Page 12 of Moving Pictures


  The loss of an honorary uncle was to become a familiar casualty in the motion-picture wars. It came to me at a tender age that the world of the motion picture, depending as it does on personalities and those quicksilver moments of fame and power, is particularly vulnerable to opportunism. Love knots quickly become hate knots, and oaths of personal loyalty, with rare exceptions, are made to be broken and rationalized.

  Of course I claim no omniscience at the age of five. Even without Miss Abrams to sit with me out there on that wonderful observation car as I watched the sagebrush and cactus country of Arizona and New Mexico fall away, I was still having fun waving to a lone cowhand or to a few dusty travelers waiting at the little stations where the engine paused to catch its smoky breath. I didn’t know that our long journey had succeeded only in surrendering an original and profitable idea to McAdoo and the screen’s Top Four.

  I heard but was not fully cognizant of the lectures being delivered by my mother to my father on the subject of his guilelessness in a world of cutthroats.

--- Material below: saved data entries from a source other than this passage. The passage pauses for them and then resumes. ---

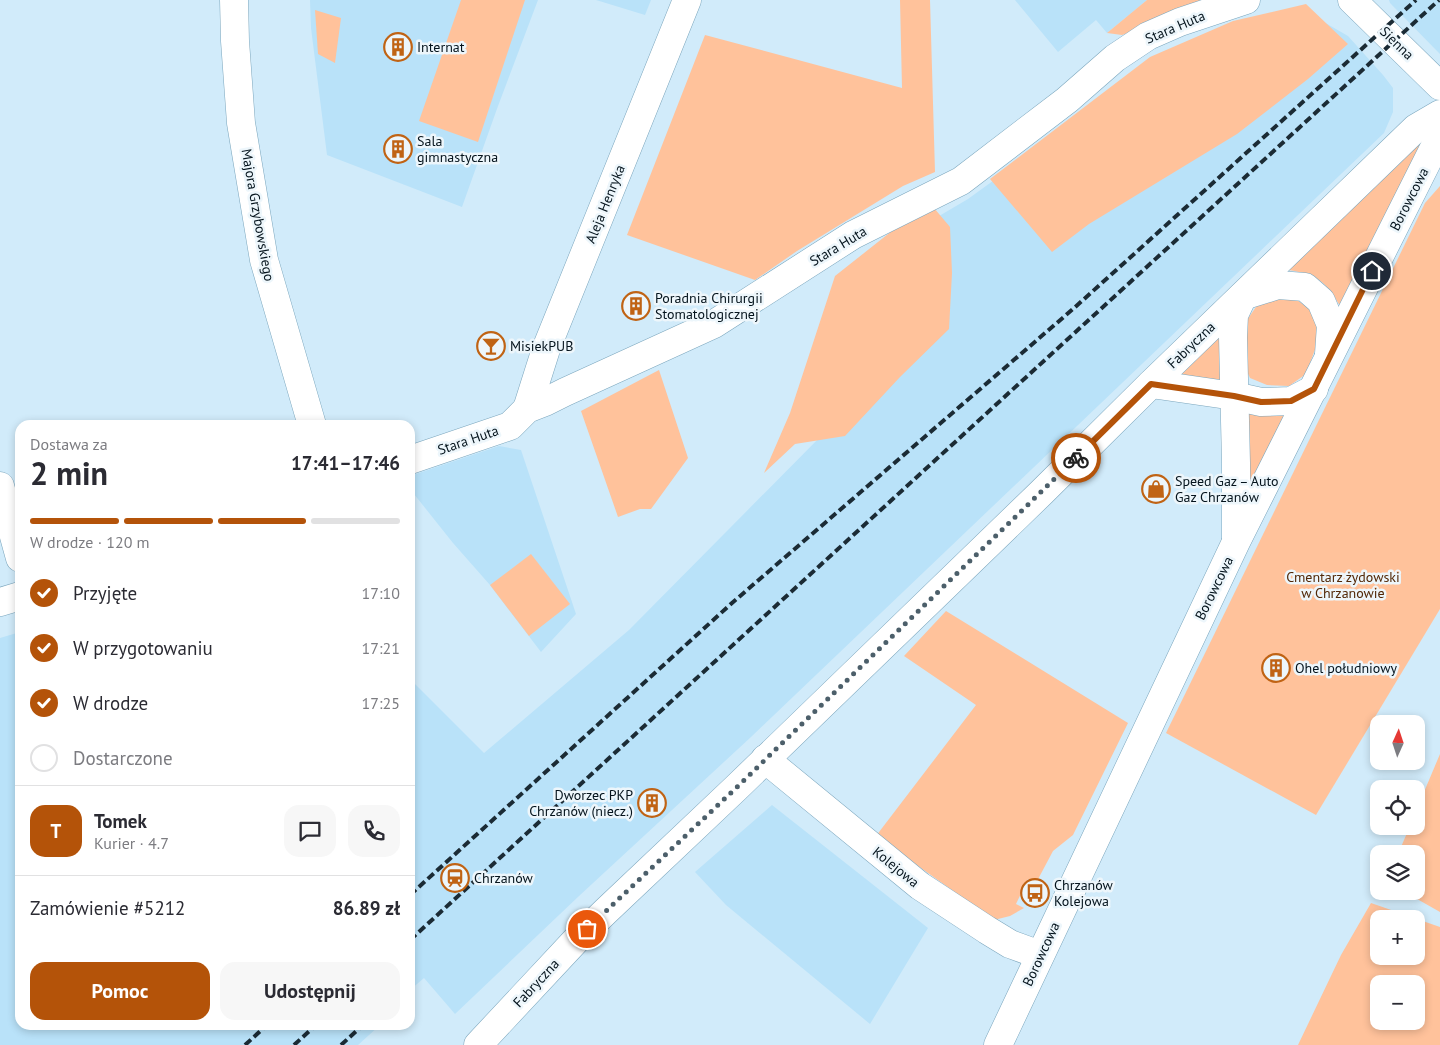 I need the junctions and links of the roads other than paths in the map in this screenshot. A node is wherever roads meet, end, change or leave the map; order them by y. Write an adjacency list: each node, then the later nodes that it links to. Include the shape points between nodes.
1 (234, 0): 14 (street, Majora Grzybowskiego, via 242,123 264,260)
2 (687, 0): 13 (street, Aleja Henryka, via 546,349)
3 (1246, 0): 13 (street, Stara Huta, via 1148,36 1115,58 1067,100 962,181 853,235 714,324)
4 (1352, 0): 5 (street, Sienna)
5 (1440, 86)
6 (1440, 114): 8 (street, Fabryczna, via 1416,128)
7 (1440, 136): 9 (street, Borowcowa)
8 (1243, 296): 9 (street, via 1278,285 1305,287 1321,301 1331,325); 10 (street, Fabryczna); 12 (street, via 1234,314)
9 (1329, 358): 11 (street, Borowcowa)
10 (1151, 384): 12 (street); 21 (street, Fabryczna)
11 (1314, 389): 12 (street, via 1291,401 1261,402); 18 (street, Borowcowa)
12 (1234, 396): 18 (street)
13 (527, 409): 15 (street, Stara Huta, via 510,426)
14 (311, 420)
15 (415, 458)
16 (0, 486): 17 (street)
17 (15, 540)
18 (1236, 542): 22 (street, Borowcowa)
19 (15, 598): 20 (street)
20 (0, 602)
21 (765, 759): 22 (street, Kolejowa, via 920,886 1010,944); 23 (street, Fabryczna, via 583,933)
22 (1040, 955): 24 (street, Borowcowa)
23 (478, 1045)
24 (998, 1045)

Escaping “I told you so's, I was now well enough acquainted with the Santa Fe to be able to wander from car to car alone. I would come back to find my parents playing casino, Father with a big cigar jutting from his rather delicate face, Mother frequently returning to the same sore subject. Never trust anybody in this business. It was still too volatile and crawling with phonies. The only protection was to get something on paper. When would B.P. learn not to be so trusting? How many times had she warned him not to place such blind faith in Hiram Abrams? They would all take advantage of his youth and his naiveté and steal his ideas.

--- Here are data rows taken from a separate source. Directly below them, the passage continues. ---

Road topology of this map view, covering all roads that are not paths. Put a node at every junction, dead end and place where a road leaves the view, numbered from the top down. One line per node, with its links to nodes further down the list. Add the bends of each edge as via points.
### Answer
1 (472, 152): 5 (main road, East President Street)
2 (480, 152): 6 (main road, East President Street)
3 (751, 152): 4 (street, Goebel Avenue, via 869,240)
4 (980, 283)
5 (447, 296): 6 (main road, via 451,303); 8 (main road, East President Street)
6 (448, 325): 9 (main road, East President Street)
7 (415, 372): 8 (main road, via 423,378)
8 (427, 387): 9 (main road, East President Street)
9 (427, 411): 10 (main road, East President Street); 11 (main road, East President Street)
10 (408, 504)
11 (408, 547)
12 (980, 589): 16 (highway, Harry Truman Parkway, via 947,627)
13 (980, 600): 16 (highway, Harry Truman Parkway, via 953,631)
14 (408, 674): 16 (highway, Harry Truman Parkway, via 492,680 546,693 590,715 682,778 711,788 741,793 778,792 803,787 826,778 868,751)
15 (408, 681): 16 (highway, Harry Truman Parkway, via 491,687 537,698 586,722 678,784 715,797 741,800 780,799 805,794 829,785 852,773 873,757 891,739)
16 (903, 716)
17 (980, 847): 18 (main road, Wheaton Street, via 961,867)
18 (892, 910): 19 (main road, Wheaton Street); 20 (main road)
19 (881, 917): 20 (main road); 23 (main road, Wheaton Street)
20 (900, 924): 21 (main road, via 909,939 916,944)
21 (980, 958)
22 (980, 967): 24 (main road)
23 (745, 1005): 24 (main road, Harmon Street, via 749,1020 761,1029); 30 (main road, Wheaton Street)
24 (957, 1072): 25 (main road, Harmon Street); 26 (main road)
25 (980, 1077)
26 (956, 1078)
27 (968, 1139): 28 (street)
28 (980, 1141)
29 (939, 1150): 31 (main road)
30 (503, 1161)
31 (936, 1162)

  Over the years this would become a familiar family theme song, my increasingly suspicious and self-protective mother attacking my self-deceiving, vulnerable father for his lack of armor in the lists of business. Because Ad had an irritating tendency to be right, Father’s vulnerabilities were stung to the swelling and bursting point. The Santa Fe Chief racing us back to the Midwest and on to Chicago arouses my first memory of bitter quarreling. Subsequent arguments were more harshly focused on Ben as a babe in the woods who would be lost without her instinct for self-preservation. Typically, the more Ad was determined to protect Ben from himself, the more he was determined to assert his independence.

  In 1919, basically a happy child, with only my persistent stammering to worry about, constantly encouraged by my parents, I was pleased to be reunited with Wilma and little Sonya in the comfortable apartment on Riverside Drive. Ad was glad to be back in New York too, back to her Godmothers’ League and her self-improvement courses at Columbia.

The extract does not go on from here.